Task inputs:
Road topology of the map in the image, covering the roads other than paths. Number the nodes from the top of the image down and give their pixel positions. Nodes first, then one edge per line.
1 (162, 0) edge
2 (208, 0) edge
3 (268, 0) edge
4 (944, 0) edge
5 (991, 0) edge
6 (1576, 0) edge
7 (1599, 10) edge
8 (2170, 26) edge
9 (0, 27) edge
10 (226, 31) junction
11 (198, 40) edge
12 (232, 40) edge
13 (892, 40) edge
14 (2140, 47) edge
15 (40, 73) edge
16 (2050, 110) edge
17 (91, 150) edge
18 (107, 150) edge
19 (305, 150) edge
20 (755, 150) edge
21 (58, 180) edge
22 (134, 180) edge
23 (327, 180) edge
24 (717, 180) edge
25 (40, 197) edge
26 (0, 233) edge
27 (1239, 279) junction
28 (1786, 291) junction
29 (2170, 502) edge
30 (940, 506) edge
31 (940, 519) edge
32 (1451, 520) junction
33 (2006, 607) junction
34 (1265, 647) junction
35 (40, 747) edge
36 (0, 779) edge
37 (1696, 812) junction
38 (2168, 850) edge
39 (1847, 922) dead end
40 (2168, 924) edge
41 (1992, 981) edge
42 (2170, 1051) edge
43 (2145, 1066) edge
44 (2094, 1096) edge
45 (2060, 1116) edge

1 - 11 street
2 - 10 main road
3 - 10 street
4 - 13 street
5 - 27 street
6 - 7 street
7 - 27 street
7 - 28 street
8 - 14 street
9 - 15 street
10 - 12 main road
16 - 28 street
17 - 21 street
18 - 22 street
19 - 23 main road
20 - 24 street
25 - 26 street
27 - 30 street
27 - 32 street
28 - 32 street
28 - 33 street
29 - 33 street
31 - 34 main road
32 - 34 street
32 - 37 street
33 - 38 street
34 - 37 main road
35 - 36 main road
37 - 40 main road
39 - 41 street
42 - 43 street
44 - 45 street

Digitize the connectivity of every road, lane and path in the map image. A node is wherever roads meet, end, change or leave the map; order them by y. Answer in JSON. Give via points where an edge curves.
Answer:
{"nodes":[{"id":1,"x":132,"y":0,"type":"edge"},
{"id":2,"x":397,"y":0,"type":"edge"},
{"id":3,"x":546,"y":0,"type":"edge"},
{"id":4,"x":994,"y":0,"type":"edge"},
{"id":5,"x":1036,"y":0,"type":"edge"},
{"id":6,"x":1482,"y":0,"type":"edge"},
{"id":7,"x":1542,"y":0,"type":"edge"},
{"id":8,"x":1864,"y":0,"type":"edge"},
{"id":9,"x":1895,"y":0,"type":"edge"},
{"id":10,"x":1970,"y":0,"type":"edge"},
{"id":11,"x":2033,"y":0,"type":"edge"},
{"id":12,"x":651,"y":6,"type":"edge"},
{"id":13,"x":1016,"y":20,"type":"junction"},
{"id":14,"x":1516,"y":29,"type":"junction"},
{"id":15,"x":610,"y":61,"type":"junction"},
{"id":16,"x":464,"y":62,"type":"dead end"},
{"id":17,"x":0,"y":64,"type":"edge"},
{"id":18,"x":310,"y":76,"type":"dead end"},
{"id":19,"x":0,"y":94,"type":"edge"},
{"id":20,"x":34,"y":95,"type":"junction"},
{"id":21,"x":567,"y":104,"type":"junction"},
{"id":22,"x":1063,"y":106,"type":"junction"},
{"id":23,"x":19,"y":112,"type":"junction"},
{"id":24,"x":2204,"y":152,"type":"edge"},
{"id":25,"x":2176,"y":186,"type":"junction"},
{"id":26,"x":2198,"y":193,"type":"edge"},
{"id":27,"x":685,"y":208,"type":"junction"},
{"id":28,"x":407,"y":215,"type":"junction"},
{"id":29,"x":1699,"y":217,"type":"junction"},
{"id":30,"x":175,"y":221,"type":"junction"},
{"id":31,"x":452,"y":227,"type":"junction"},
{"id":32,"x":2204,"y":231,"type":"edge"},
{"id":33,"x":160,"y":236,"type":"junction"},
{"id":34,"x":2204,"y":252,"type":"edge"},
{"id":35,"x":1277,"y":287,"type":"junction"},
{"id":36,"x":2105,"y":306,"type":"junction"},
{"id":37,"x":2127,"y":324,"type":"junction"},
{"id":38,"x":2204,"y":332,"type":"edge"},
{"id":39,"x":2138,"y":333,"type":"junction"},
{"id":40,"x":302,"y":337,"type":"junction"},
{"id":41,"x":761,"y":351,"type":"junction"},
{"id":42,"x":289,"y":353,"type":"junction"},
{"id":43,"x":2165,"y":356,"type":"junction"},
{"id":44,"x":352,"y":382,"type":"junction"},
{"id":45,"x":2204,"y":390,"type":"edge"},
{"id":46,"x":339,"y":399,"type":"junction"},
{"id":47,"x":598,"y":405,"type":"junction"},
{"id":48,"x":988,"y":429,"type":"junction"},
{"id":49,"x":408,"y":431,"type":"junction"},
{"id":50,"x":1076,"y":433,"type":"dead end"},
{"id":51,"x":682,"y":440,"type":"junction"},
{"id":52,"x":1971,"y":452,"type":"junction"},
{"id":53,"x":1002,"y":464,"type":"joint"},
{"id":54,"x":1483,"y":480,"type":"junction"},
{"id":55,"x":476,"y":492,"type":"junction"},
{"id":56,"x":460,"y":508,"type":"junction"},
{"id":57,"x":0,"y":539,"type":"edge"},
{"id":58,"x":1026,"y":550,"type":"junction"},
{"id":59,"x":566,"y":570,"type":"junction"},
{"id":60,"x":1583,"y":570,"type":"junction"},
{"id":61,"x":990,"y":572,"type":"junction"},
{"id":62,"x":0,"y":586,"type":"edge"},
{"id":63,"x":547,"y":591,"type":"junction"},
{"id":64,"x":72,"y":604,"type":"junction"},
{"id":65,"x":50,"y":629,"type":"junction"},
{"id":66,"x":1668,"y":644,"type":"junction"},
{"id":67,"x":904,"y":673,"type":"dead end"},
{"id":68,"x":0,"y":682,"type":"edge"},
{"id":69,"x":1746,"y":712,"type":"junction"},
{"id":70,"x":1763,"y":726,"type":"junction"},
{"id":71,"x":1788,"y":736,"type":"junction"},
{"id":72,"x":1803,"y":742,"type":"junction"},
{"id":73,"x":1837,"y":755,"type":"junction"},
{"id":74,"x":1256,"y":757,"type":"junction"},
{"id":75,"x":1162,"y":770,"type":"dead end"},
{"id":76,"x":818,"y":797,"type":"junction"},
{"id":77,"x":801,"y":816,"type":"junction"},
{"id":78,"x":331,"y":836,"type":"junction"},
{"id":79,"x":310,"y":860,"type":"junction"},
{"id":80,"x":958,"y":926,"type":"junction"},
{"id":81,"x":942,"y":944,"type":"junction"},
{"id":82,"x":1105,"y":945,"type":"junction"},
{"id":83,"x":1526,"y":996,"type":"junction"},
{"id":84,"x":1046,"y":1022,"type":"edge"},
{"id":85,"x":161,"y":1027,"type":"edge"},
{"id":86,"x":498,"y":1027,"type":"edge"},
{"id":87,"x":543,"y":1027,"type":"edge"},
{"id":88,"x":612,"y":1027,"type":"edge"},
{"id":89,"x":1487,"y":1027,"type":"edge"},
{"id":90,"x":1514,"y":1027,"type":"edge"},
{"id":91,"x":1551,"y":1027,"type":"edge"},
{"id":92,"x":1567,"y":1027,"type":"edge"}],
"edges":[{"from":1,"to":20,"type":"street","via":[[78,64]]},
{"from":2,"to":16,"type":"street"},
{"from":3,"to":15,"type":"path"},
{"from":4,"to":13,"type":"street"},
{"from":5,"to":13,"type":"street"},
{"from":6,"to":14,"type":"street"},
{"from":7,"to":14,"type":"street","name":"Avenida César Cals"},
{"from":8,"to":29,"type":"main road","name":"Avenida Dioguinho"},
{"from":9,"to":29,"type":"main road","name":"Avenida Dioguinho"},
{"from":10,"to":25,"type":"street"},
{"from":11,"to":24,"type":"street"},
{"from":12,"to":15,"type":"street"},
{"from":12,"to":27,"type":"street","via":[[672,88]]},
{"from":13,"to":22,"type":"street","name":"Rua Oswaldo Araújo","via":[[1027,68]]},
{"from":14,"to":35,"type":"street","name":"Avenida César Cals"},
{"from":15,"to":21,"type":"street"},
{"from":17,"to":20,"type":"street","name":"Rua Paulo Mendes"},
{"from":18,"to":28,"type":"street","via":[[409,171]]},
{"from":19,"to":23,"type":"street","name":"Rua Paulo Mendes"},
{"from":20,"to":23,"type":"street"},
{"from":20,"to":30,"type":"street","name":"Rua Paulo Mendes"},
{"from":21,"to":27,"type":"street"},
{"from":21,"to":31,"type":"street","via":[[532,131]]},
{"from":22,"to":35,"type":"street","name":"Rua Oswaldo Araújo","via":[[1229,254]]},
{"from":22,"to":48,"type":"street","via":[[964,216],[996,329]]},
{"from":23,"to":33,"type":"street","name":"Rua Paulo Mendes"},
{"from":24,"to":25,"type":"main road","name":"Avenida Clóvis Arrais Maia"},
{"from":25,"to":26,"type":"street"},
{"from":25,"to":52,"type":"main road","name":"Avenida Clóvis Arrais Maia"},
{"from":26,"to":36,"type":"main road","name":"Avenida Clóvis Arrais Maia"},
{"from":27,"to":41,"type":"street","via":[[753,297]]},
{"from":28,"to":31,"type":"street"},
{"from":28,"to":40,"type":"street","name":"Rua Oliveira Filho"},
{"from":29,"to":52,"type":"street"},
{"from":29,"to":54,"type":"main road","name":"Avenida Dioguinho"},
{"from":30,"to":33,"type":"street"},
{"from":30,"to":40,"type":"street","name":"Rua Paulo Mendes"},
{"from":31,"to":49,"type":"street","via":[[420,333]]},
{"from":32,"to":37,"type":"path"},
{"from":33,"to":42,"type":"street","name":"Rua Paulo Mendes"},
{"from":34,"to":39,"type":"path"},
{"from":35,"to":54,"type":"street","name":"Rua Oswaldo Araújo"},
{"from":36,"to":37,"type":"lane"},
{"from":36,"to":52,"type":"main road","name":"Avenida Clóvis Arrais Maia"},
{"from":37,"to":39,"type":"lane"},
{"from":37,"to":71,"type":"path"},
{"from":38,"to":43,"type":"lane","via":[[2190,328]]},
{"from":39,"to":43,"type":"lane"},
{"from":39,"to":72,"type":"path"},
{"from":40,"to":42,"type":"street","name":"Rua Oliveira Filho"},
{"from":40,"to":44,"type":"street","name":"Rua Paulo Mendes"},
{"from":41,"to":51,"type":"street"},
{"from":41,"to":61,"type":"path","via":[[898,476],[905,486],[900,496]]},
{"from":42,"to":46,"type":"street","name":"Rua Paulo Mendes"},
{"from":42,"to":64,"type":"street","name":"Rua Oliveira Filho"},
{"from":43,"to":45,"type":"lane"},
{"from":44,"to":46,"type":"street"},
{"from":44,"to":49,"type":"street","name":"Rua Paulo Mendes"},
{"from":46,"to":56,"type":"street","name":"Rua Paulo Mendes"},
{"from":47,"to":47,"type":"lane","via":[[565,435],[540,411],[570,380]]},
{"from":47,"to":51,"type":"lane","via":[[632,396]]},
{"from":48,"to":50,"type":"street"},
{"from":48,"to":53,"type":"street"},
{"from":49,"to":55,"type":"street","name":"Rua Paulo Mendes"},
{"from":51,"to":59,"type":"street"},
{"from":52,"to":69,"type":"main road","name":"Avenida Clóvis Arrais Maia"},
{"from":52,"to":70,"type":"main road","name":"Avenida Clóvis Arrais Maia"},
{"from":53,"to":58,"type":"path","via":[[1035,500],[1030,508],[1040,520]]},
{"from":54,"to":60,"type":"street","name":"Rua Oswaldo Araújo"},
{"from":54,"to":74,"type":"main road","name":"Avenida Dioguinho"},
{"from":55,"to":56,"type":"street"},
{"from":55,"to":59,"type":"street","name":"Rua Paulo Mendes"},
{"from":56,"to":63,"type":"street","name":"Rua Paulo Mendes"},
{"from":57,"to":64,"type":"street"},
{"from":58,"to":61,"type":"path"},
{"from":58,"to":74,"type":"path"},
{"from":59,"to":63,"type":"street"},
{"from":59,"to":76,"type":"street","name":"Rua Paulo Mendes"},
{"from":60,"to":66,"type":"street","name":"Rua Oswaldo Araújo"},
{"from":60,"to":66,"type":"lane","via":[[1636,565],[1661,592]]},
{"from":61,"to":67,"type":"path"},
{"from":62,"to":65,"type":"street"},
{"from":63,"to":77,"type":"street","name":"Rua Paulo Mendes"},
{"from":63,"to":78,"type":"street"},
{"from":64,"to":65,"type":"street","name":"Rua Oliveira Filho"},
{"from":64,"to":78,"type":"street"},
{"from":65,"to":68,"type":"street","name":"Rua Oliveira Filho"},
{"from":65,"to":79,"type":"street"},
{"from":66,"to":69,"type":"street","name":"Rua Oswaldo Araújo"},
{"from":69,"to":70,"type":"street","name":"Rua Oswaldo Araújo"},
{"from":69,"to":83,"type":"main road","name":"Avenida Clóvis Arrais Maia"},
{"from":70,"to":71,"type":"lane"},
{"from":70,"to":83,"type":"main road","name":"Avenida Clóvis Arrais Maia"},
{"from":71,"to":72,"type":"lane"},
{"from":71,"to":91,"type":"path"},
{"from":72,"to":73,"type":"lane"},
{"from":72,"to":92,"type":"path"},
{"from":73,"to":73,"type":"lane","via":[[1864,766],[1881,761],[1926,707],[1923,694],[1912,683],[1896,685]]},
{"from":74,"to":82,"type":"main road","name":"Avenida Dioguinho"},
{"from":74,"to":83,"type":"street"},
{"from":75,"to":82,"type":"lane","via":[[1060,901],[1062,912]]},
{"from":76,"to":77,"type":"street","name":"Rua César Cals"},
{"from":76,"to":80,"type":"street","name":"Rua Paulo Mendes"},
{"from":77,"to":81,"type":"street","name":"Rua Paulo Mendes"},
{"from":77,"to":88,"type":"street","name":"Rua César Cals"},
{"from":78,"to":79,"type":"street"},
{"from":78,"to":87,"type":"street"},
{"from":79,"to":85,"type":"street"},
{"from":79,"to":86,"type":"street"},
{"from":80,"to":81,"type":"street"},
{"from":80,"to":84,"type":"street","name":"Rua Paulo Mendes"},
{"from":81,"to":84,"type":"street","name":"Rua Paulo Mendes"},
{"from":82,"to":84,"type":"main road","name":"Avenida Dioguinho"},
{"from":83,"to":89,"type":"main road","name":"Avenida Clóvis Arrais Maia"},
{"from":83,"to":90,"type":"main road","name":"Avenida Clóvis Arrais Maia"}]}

Try it:
How many lines of the listing above contain the string "Oliveira"? Only the number is wanted.

Response:
5